Alienação Parental versus Amor

Quem pratica Alienação Parental exercita o desamor!

Mas, afinal, o que é Alienação Parental?

Cada vez mais são constatadas, nas brigas que envolvem casais separados, as várias modalidades dessa forma de abuso emocional e psíquico praticado geralmente – mas nem sempre, é fato – pelos pais, tendo como vítima o(s) próprio(s) filho(s).

Conceitualmente, a Alienação Parental é o uso do(s) filho(s) – conscientemente ou não – como objeto de vingança de um genitor contra o outro, onde a criança ou o adolescente acaba sendo utilizado como instrumento de condutas hostis, sendo induzido por um dos genitores a odiar o outro.

Nesse infeliz contexto a criança ou o adolescente é levado a afastar-se de quem ele ama e de quem também o ama.

No campo do Direito de Família essa questão se torna ainda mais evidente e desastrosa aos olhos de seus operadores e protagonistas quando estes se deparam com casos graves em que, no auge de uma vingança, um dos genitores incute no filho a falsa memória de que ele (a criança ou o adolescente) foi molestado sexualmente pelo outro genitor.

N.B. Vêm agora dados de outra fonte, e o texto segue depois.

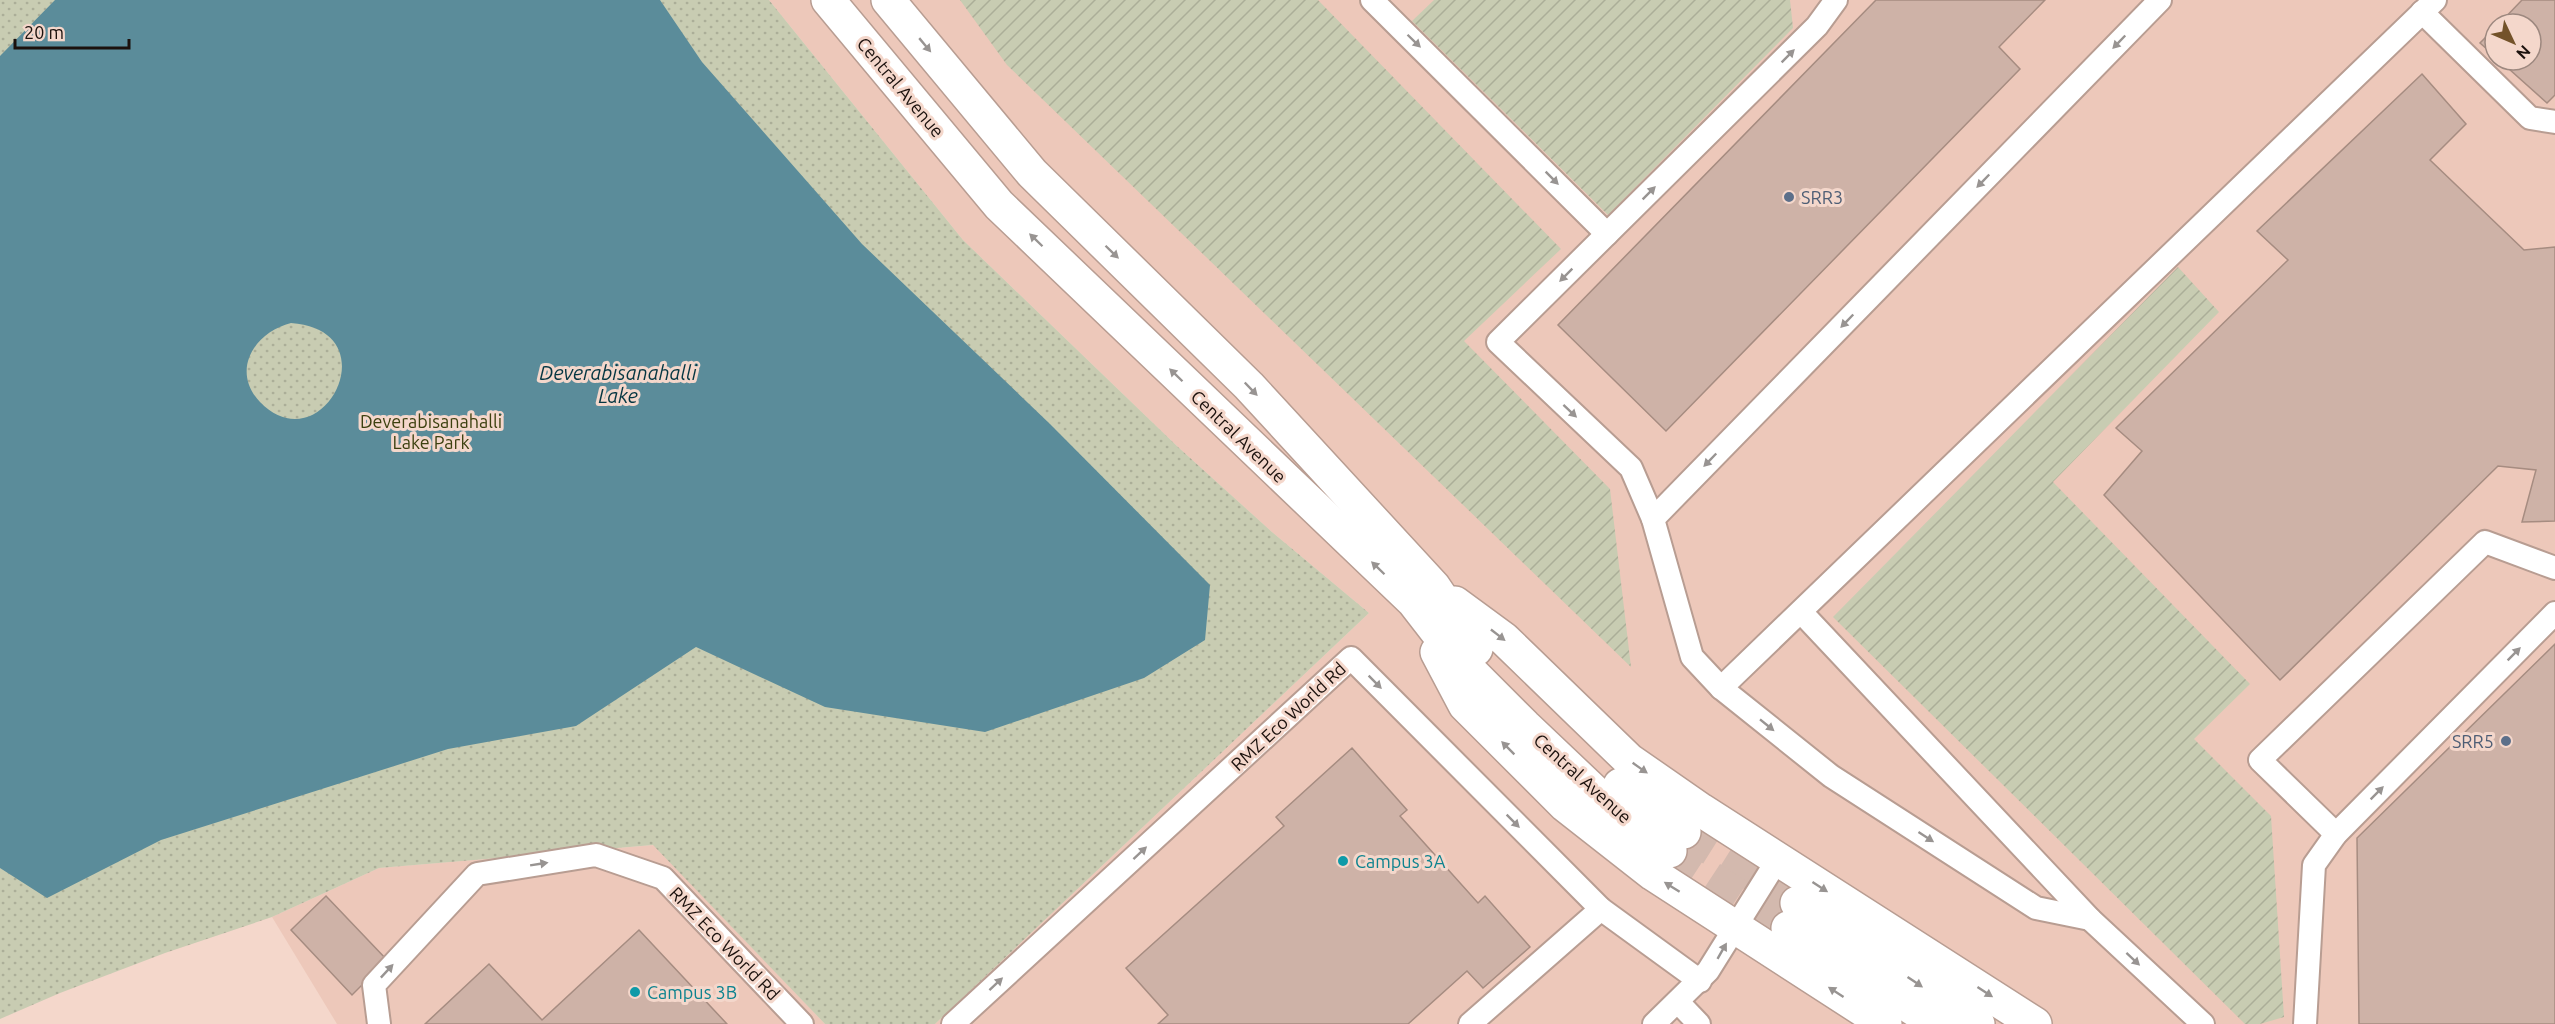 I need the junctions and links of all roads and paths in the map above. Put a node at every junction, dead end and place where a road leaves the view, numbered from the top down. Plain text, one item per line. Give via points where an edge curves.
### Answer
1 (828, 0) edge
2 (888, 0) edge
3 (1372, 0) edge
4 (1836, 0) edge
5 (2160, 0) edge
6 (2428, 6) edge
7 (2555, 122) edge
8 (1607, 234) junction
9 (1653, 519) junction
10 (2555, 568) edge
11 (1424, 594) junction
12 (1802, 613) junction
13 (2555, 613) edge
14 (1721, 688) junction
15 (2336, 834) junction
16 (1677, 841) tunnel mouth
17 (1778, 860) junction
18 (1601, 909) junction
19 (2090, 919) junction
20 (1736, 927) junction
21 (1700, 981) junction
22 (1678, 1002) junction
23 (379, 1024) edge
24 (802, 1024) edge
25 (953, 1024) edge
26 (1470, 1024) edge
27 (1654, 1024) edge
28 (1699, 1024) edge
29 (1885, 1024) edge
30 (1937, 1024) edge
31 (1978, 1024) edge
32 (2035, 1024) edge
33 (2203, 1024) edge
34 (2305, 1024) edge

11 -> 1 street, Central Avenue via 999,205
2 -> 11 street, Central Avenue via 1032,173 1249,386
3 -> 8 lane
8 -> 4 lane via 1817,26
5 -> 9 lane
6 - 7 lane via 2530,118
6 - 12 lane
8 -> 9 lane via 1498,342 1630,468
9 - 14 lane via 1692,657
10 - 15 lane via 2485,542 2260,760
11 - 16 street, Central Avenue via 1458,659 1525,726 1601,798
11 -> 17 street via 1504,639 1629,760
20 -> 11 street via 1653,874 1557,797 1465,705
12 - 14 lane
12 - 19 lane
15 -> 13 lane
14 -> 19 lane via 1831,776 2036,908
15 - 34 lane via 2314,865
17 - 20 lane
17 -> 32 street
18 - 21 lane, RMZ Eco World Rd
25 -> 18 lane, RMZ Eco World Rd via 1352,658
18 - 26 lane
19 -> 33 lane
21 -> 20 lane
29 -> 20 street
21 - 22 lane
22 - 27 lane
22 - 28 lane
23 -> 24 lane, RMZ Eco World Rd via 374,985 477,874 596,855 663,878
30 -> 31 street via 1792,915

Em resumo, pelos atos de Alienação Parental forma-se um círculo vicioso, no qual o genitor alienador promove o afastamento entre o filho e o genitor vítima da alienação. O filho acaba por perder gradativa ou abruptamente o contato com o genitor vítima e; consequentemente, os laços afetivos vão se esvaindo, até que a criança ou o adolescente acabe por se desvincular emocionalmente do genitor vítima ou, pior, desenvolva um sentimento de ódio e sofrimento psíquico e moral, passando a vê-lo como alguém que o abandonou ou o molestou.

Já existe Lei específica que trata do tema, mas, mais do que leis, há a necessidade de os pais terem maturidade suficiente para excluir seus filhos dos dilemas que envolvam seus litígios.

Por isso, não custa repetir: quem pratica Alienação Parental não ama verdadeiramente!